March 26, 2014
Historian Ranin Kazemi wins prestigious fellowship
Ranin Kazemi, assistant professor of history, has been awarded the prestigious Prince Dr. Sabbar Farman-Farmaian Research Project Fellowship from the International Institute of Social History in Amsterdam, an advanced Institute of the Royal Netherlands Academy of Arts and Sciences.
The fellowship provides recipients focusing on the social history of Iran with funding for six months of research and writing in residence at the institute.
A specialist in Middle Eastern and North African history, Kazemi will use the fellowship to complete his first book, "Neither Indians, Nor Egyptians: Poverty, Protest and Populism in Iran, 1850-1892." The book will take as its centerpiece the tobacco protest of 1891-92, examining the nexus between commercialized agriculture, famine, subsistence riots, social unrest and the roots of political Islam and Iranian nationalism during the 19th century. Kazemi's work will contribute to the scholarship not only of the Middle East, but also environmental history, and will offer innovative insights on the intersection between agriculture and popular politics on a global scale.

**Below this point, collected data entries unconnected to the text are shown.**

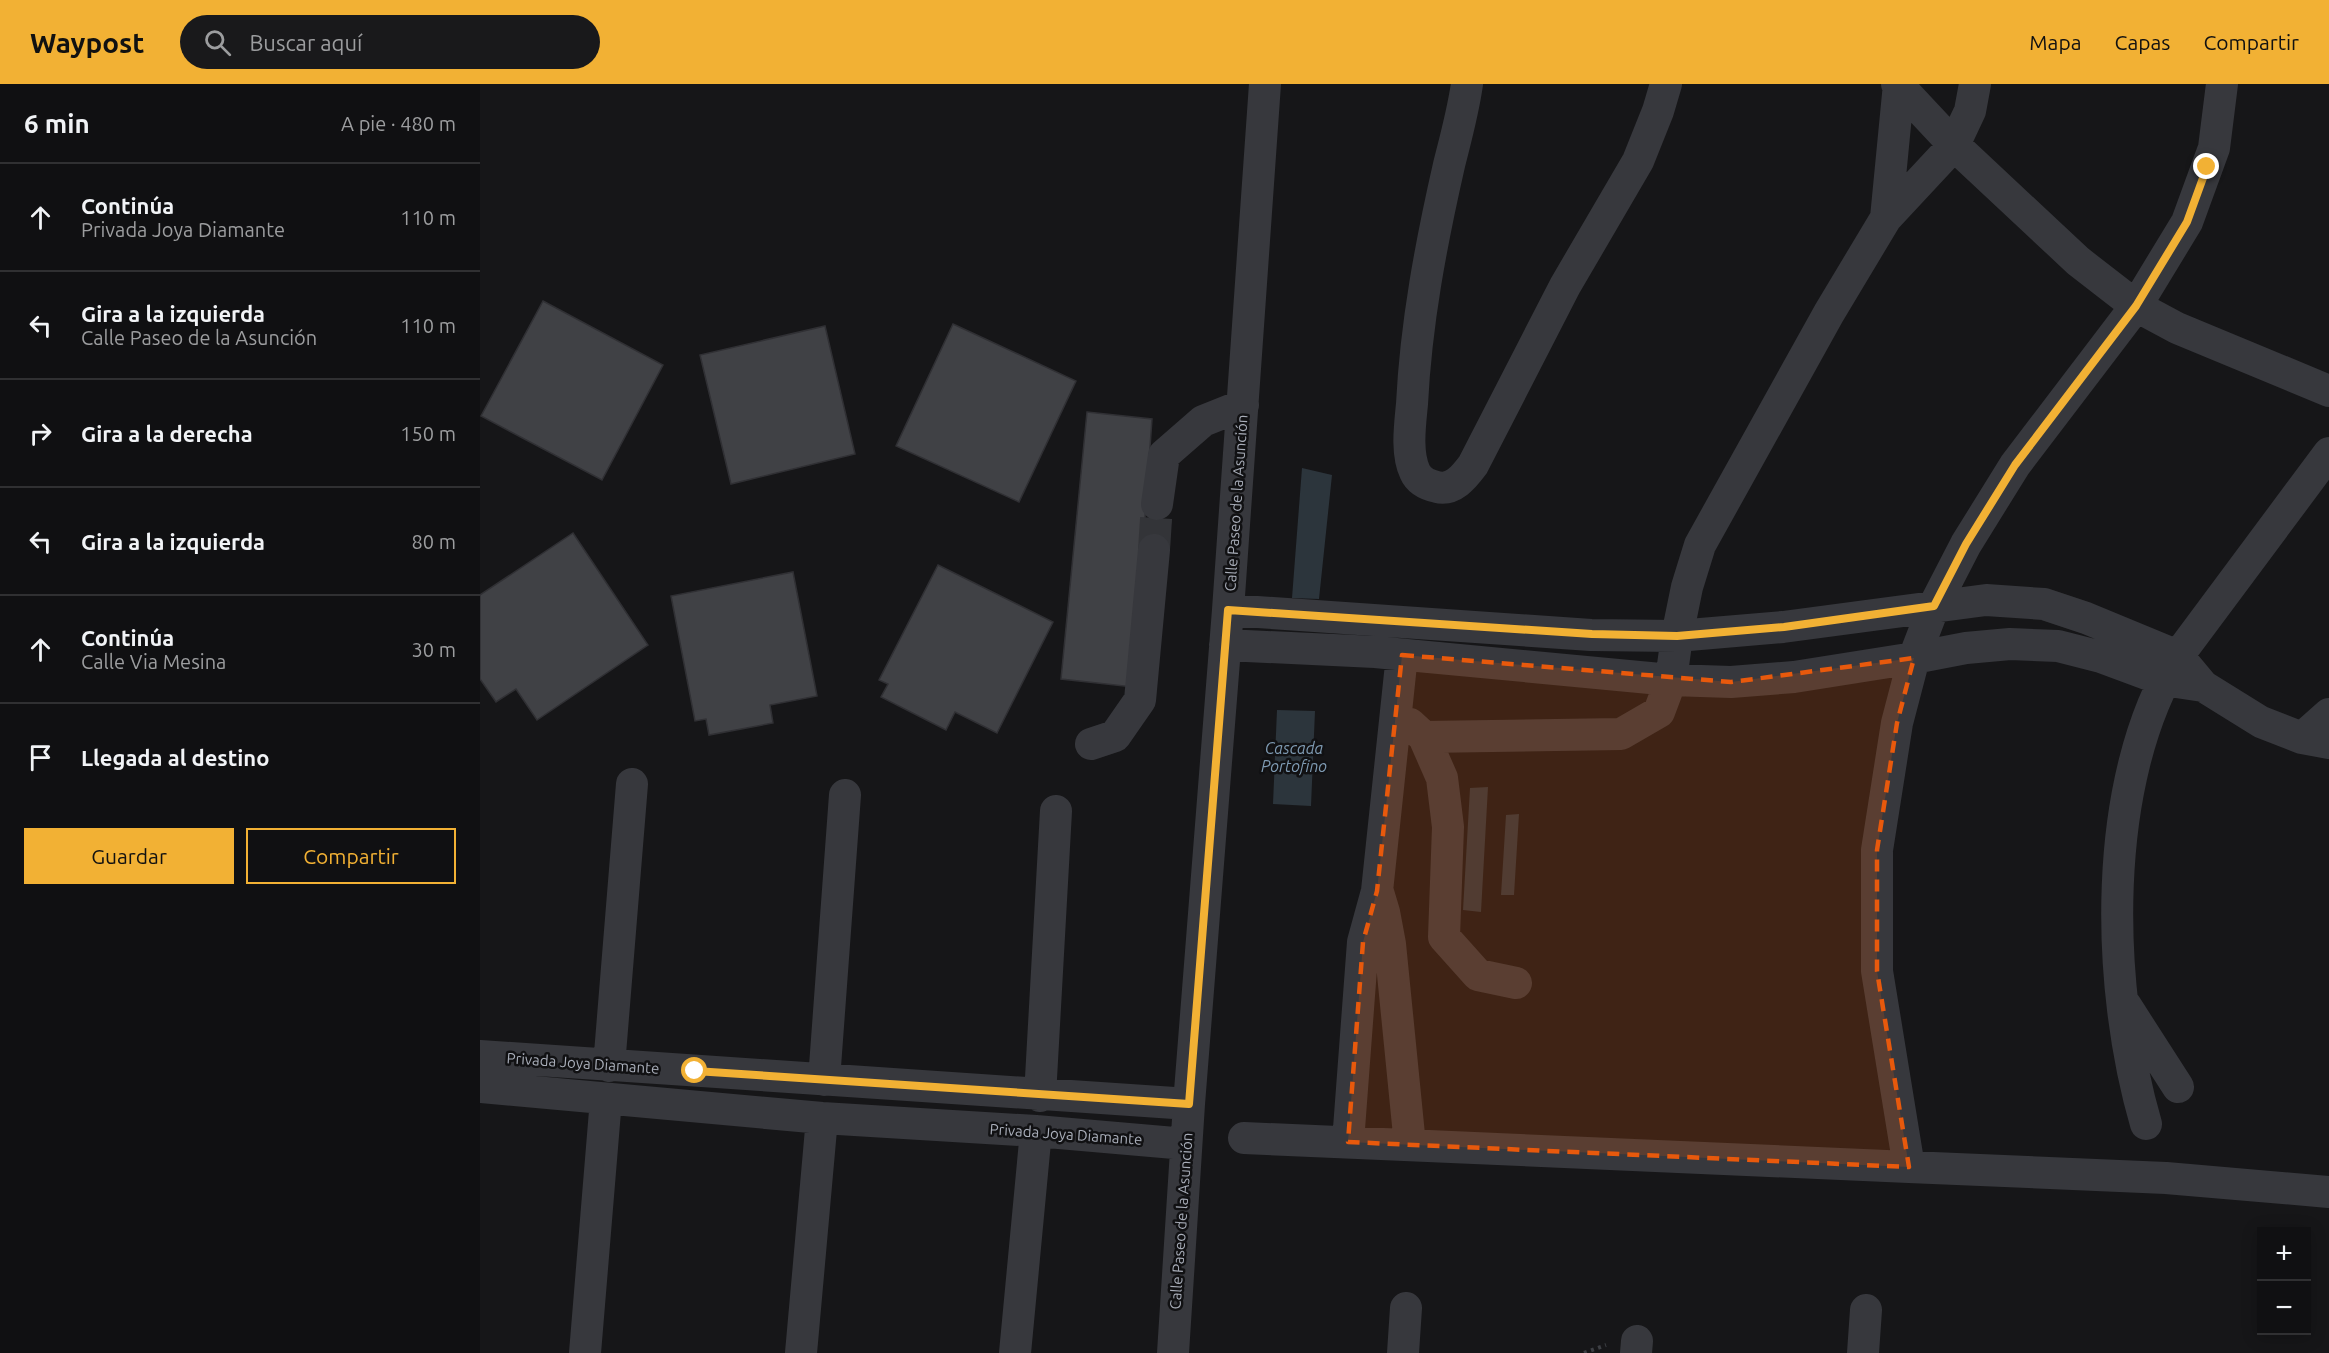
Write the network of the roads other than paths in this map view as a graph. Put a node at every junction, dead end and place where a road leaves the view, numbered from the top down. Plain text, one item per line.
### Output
1 (1265, 84) edge
2 (1467, 84) edge
3 (1666, 84) edge
4 (1975, 84) edge
5 (2222, 84) edge
6 (1898, 85) edge
7 (1954, 145) junction
8 (1886, 218) junction
9 (2136, 306) junction
10 (2329, 391) edge
11 (1243, 405) junction
12 (2329, 453) edge
13 (1157, 504) tunnel mouth
14 (1154, 550) tunnel mouth
15 (1934, 606) junction
16 (1228, 610) junction
17 (1449, 624) junction
18 (1677, 636) junction
19 (1225, 645) junction
20 (1402, 655) junction
21 (1914, 658) junction
22 (1447, 659) junction
23 (2170, 668) junction
24 (1671, 680) junction
25 (1396, 712) junction
26 (2329, 714) edge
27 (1424, 737) junction
28 (2315, 741) edge
29 (1091, 744) dead end
30 (632, 784) dead end
31 (845, 795) dead end
32 (1056, 811) dead end
33 (1377, 891) junction
34 (1516, 983) dead end
35 (2122, 1000) junction
36 (480, 1056) edge
37 (609, 1066) junction
38 (825, 1080) junction
39 (480, 1087) edge
40 (2178, 1087) dead end
41 (1040, 1096) junction
42 (606, 1099) junction
43 (1189, 1104) junction
44 (822, 1118) junction
45 (2146, 1124) dead end
46 (1036, 1131) junction
47 (1244, 1138) dead end
48 (1348, 1142) junction
49 (1186, 1144) junction
50 (1410, 1145) junction
51 (1909, 1167) junction
52 (2329, 1192) edge
53 (1406, 1308) dead end
54 (1866, 1310) dead end
55 (585, 1353) edge
56 (801, 1353) edge
57 (1016, 1353) edge
58 (1173, 1353) edge
59 (1403, 1353) edge
60 (1863, 1353) edge

1 - 11 street, Calle Paseo de la Asunción
2 - 3 street
4 - 7 street
5 - 9 street
6 - 7 street
6 - 8 street
7 - 8 street
7 - 9 street
8 - 18 street
9 - 10 street
9 - 15 street
11 - 13 street
11 - 16 street, Calle Paseo de la Asunción
12 - 23 street
14 - 29 street
15 - 18 street
15 - 21 street
15 - 23 street
16 - 17 street
16 - 19 street, Calle Paseo de la Asunción
17 - 18 street
17 - 22 street
18 - 24 street
19 - 20 street
19 - 43 street, Calle Paseo de la Asunción
20 - 22 street
20 - 25 street
21 - 23 street
21 - 24 street
21 - 51 street
22 - 24 street
23 - 28 street
23 - 35 street
24 - 27 street
25 - 27 street
25 - 33 street
26 - 28 street
27 - 34 street
30 - 37 street
31 - 38 street
32 - 41 street
33 - 48 street
33 - 50 street
35 - 40 street
35 - 45 street
36 - 37 street, Privada Joya Diamante
37 - 38 street, Privada Joya Diamante
38 - 41 street, Privada Joya Diamante
39 - 42 street, Privada Joya Diamante
41 - 43 street, Privada Joya Diamante
42 - 44 street, Privada Joya Diamante
42 - 55 street
43 - 49 street, Calle Paseo de la Asunción
44 - 46 street, Privada Joya Diamante
44 - 56 street
46 - 49 street, Privada Joya Diamante
46 - 57 street
47 - 48 street
48 - 50 street
49 - 58 street, Calle Paseo de la Asunción
50 - 51 street
51 - 52 street
53 - 59 street
54 - 60 street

At K-State, Kazemi, now in his second year as a faculty member, teaches a variety of undergraduate courses in his specialization, including History of the Persian/Iranian Civilization, the Modern Middle East, and Women, Gender and Sexuality in Islam.
He also teaches a graduate seminar on the Middle East for the interdisciplinary security studies program. In addition, Kazemi teaches a more general undergraduate course in global history, World History since 1450, and a graduate seminar in historical writing, historical Methods in Security Studies.
Kazemi will give at least one public lecture for the International Institute of Social History, and have the opportunity to interact with an international group of scholars working on the social history of the Middle East and many other parts of the world while he is in Amsterdam next semester.